## Imports 

In [1]:
import os
import numpy as np
import pandas as pd
import yaml

import cufflinks as cf
import plotly.offline
cf.go_offline()
cf.set_config_file(offline=False, world_readable=True)

In [6]:
from sklearn.manifold import SpectralEmbedding, TSNE, LocallyLinearEmbedding, MDS
from sklearn.decomposition import PCA

config = yaml.safe_load(open('../../conf/conf.yaml'))
data_path=os.path.join(config['DATA_PATH'],'embedding_results')
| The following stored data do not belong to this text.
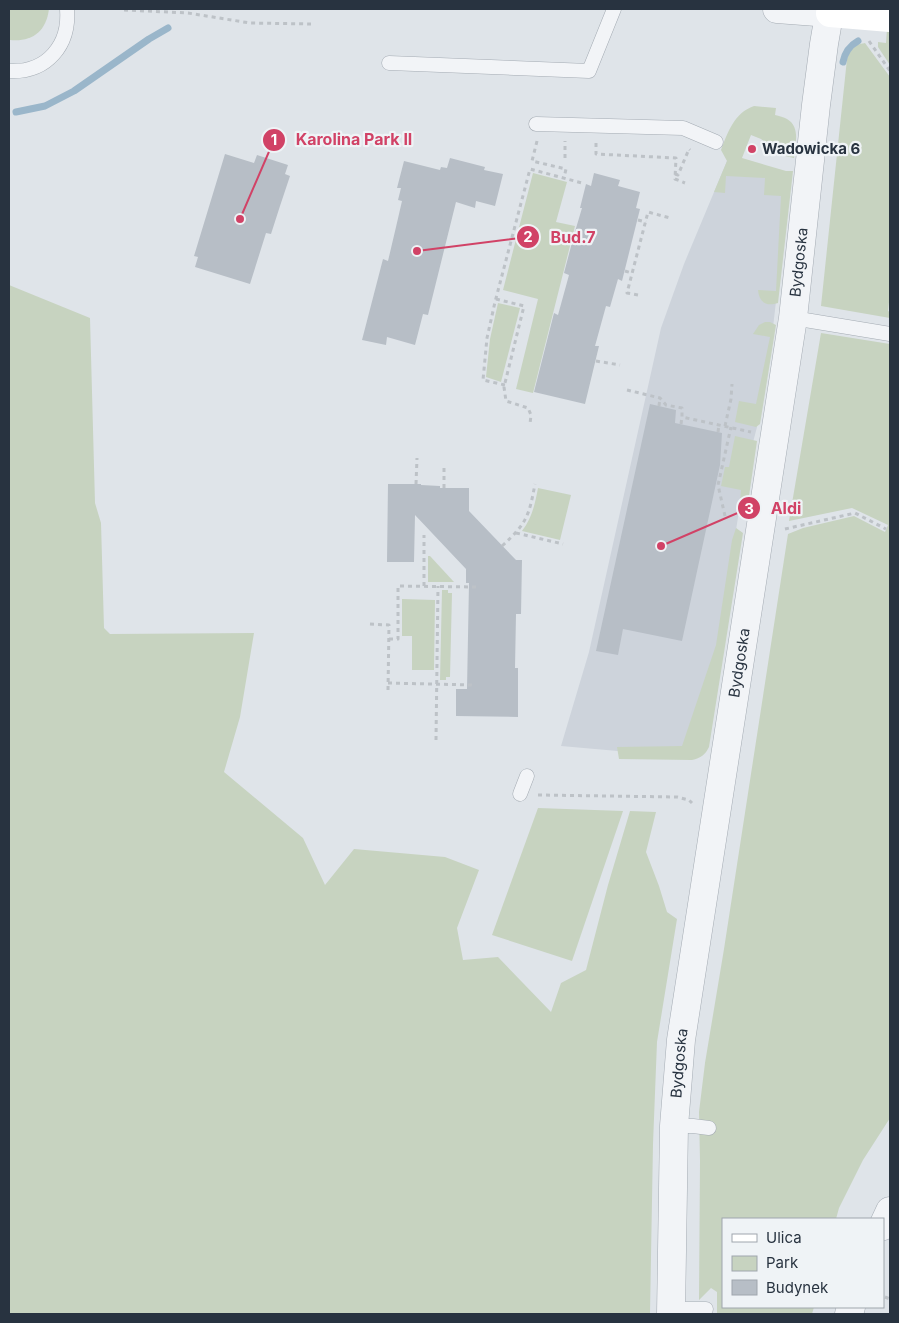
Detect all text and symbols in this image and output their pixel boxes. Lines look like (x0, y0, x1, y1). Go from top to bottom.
callout: Karolina Park II (261, 124, 423, 155)
text: Karolina Park II (296, 129, 412, 149)
text: 1 (271, 130, 277, 149)
place label: Wadowicka 6 (762, 139, 860, 158)
marker: Wadowicka 6 (746, 143, 758, 155)
callout: Bud.7 (515, 222, 605, 253)
street label: Bydgoska (785, 226, 812, 298)
text: 2 (523, 227, 533, 246)
text: Bud.7 (551, 227, 595, 247)
callout: Aldi (736, 493, 812, 524)
text: Aldi (771, 498, 801, 518)
text: 3 (744, 499, 754, 518)
street label: Bydgoska (724, 627, 754, 699)
street label: Bydgoska (666, 1027, 692, 1099)
legend (722, 1218, 884, 1308)
text: Ulica (766, 1228, 802, 1247)
text: Park (766, 1253, 799, 1272)
text: Budynek (766, 1278, 829, 1297)

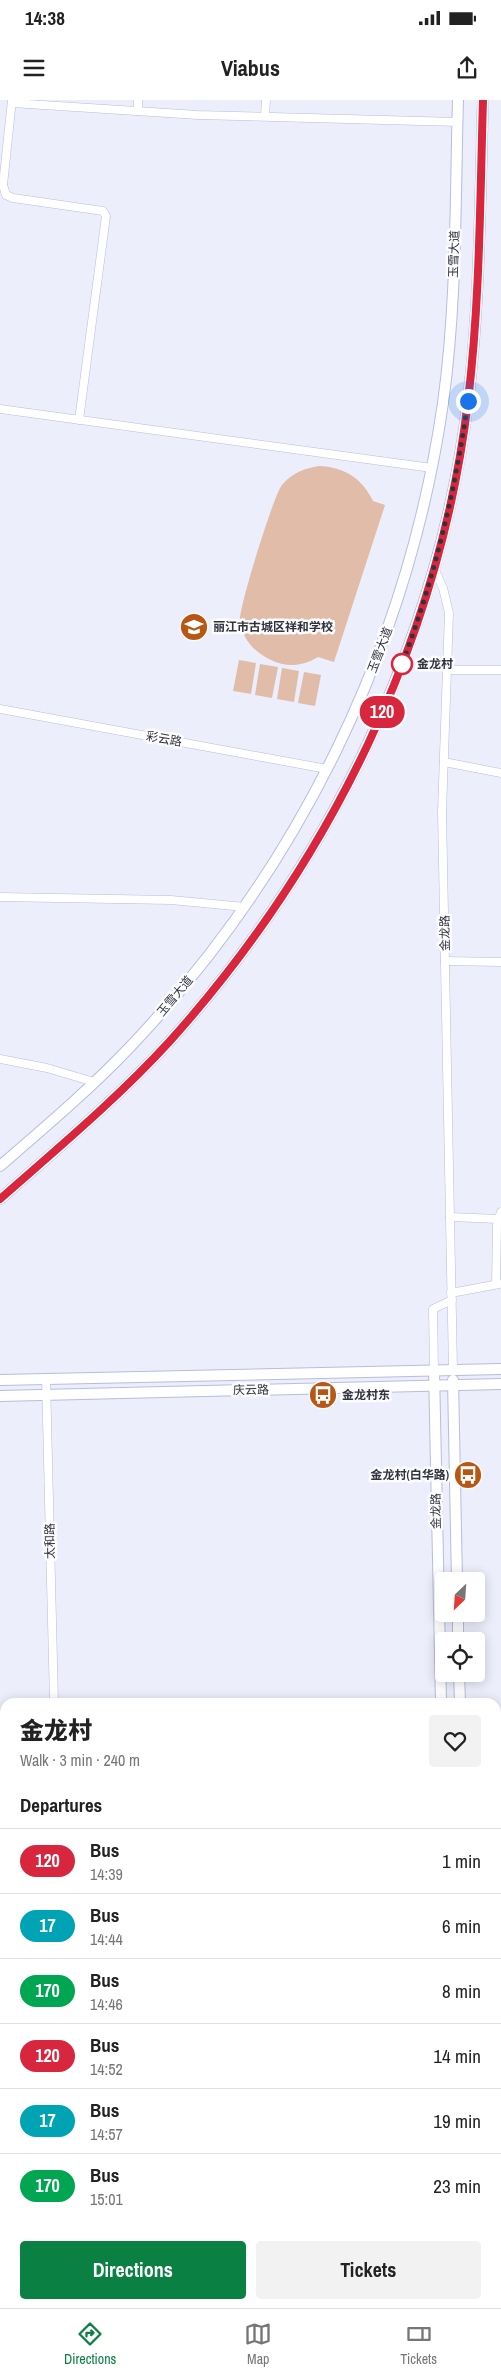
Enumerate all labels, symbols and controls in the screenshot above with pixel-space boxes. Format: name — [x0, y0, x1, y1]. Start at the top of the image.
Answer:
text: 14:38 — [25, 5, 65, 31]
text: Viabus — [221, 53, 280, 83]
icon: menu — [20, 54, 48, 82]
icon: share — [453, 54, 481, 82]
street label: 玉雪大道 — [445, 230, 463, 278]
your location — [456, 389, 481, 414]
school or university icon: 丽江市古城区祥和学校 — [179, 612, 209, 642]
place label: 丽江市古城区祥和学校 — [213, 619, 333, 635]
street label: 玉雪大道 — [364, 625, 396, 675]
marker: 金龙村 — [391, 653, 413, 675]
place label: 金龙村 — [417, 656, 453, 672]
line badge: 120 — [353, 696, 411, 728]
text: 120 — [370, 699, 394, 724]
street label: 彩云路 — [145, 728, 183, 750]
street label: 金龙路 — [437, 915, 453, 951]
street label: 玉雪大道 — [153, 972, 197, 1020]
bus stop icon: 金龙村东 — [308, 1380, 338, 1410]
street label: 庆云路 — [233, 1382, 269, 1398]
place label: 金龙村东 — [342, 1387, 390, 1403]
bus stop icon: 金龙村(白华路) — [453, 1460, 483, 1490]
place label: 金龙村(白华路) — [370, 1467, 449, 1483]
street label: 金龙路 — [428, 1493, 444, 1529]
street label: 太和路 — [42, 1523, 58, 1559]
north arrow — [435, 1572, 485, 1622]
map controls — [435, 1572, 485, 1682]
button: locate — [435, 1632, 485, 1682]
text: 金龙村 — [20, 1714, 92, 1746]
button: heart — [429, 1715, 481, 1767]
text: Walk · 3 min · 240 m — [20, 1749, 140, 1771]
text: Departures — [20, 1792, 102, 1818]
text: Bus — [90, 1837, 119, 1863]
text: 120 — [35, 1848, 60, 1873]
text: 1 min — [442, 1848, 481, 1874]
text: 14:39 — [90, 1863, 123, 1885]
text: Bus — [90, 1902, 119, 1928]
text: 17 — [39, 1913, 56, 1938]
text: 6 min — [442, 1913, 481, 1939]
text: 14:44 — [90, 1928, 123, 1950]
text: Bus — [90, 1967, 119, 1993]
text: 170 — [35, 1978, 60, 2003]
text: 8 min — [442, 1978, 481, 2004]
text: 14:46 — [90, 1993, 123, 2015]
text: Bus — [90, 2032, 119, 2058]
text: 120 — [35, 2043, 60, 2068]
text: 14 min — [433, 2043, 481, 2069]
text: 14:52 — [90, 2058, 123, 2080]
text: Bus — [90, 2097, 119, 2123]
text: 17 — [39, 2108, 56, 2133]
text: 19 min — [433, 2108, 481, 2134]
text: 14:57 — [90, 2123, 123, 2145]
text: Bus — [90, 2162, 119, 2188]
text: 170 — [35, 2173, 60, 2198]
text: 23 min — [433, 2173, 481, 2199]
text: 15:01 — [90, 2188, 123, 2210]
button: Directions — [20, 2241, 246, 2299]
button: Tickets — [256, 2241, 481, 2299]
tab: Directions — [64, 2320, 116, 2368]
tab: Map — [244, 2320, 272, 2368]
tab: Tickets — [400, 2320, 437, 2368]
# load supernode embedding and metadata:
def load_emb_data(tag, data_path=data_path):
    #emb=pd.read_csv('dcc_supernodes_combo.csv',header=None,sep='\t')
    emb=np.loadtxt(os.path.join(data_path,'dcc_supernodes_{}.csv'.format(tag)))
    meta=pd.read_csv(os.path.join(data_path,'dcc_supernodes_labels_{}.txt'.format(tag)),encoding='latin1',sep='\t')
    return(emb,meta)

### generate visualization
def visualize(emb,meta,method='TSNE',dim=2, n_iter=300, title=""):
    if method == 'TSNE':   
        tsne = TSNE(n_components=dim, verbose=1, perplexity=5, n_iter=n_iter, init='pca')
        results = tsne.fit_transform(emb)
    elif method == 'PCA':
        pca = PCA(n_components=dim)
        results=pca.fit_transform(emb)
    elif method == 'SpectralEmbedding':
        speb = SpectralEmbedding(n_components=dim)
        results = speb.fit_transform(emb)
    elif method == 'MDS':
        mds=MDS(n_components=dim)
        results = mds.fit_transform(emb)
    elif method == 'LLE':
        lle = LocallyLinearEmbedding(n_components=dim)
        results = lle.fit_transform(emb)
    else:
        print('Unknown method')
        return
    meta['x']=results[:,0]
    meta['y']=results[:,1]
    if(dim==2):
        meta.iplot(kind='scatter',x="x",y="y", text="Title", categories="Conference", title=title)
    elif(dim==3):
        meta['z']=results[:,2]
        meta.iplot(kind='scatter3d',x="x",y="y",z="z", text="Title", categories="Conference", title=title)
    else:
        print('Dimension is not right')

## Visualizing Embeddings of Single Modalities

In [7]:
### Text2Graph
emb,meta=load_emb_data('t2g')
visualize(emb,meta,method='TSNE',dim=2, n_iter=500, title='Text2Graph (TSNE)')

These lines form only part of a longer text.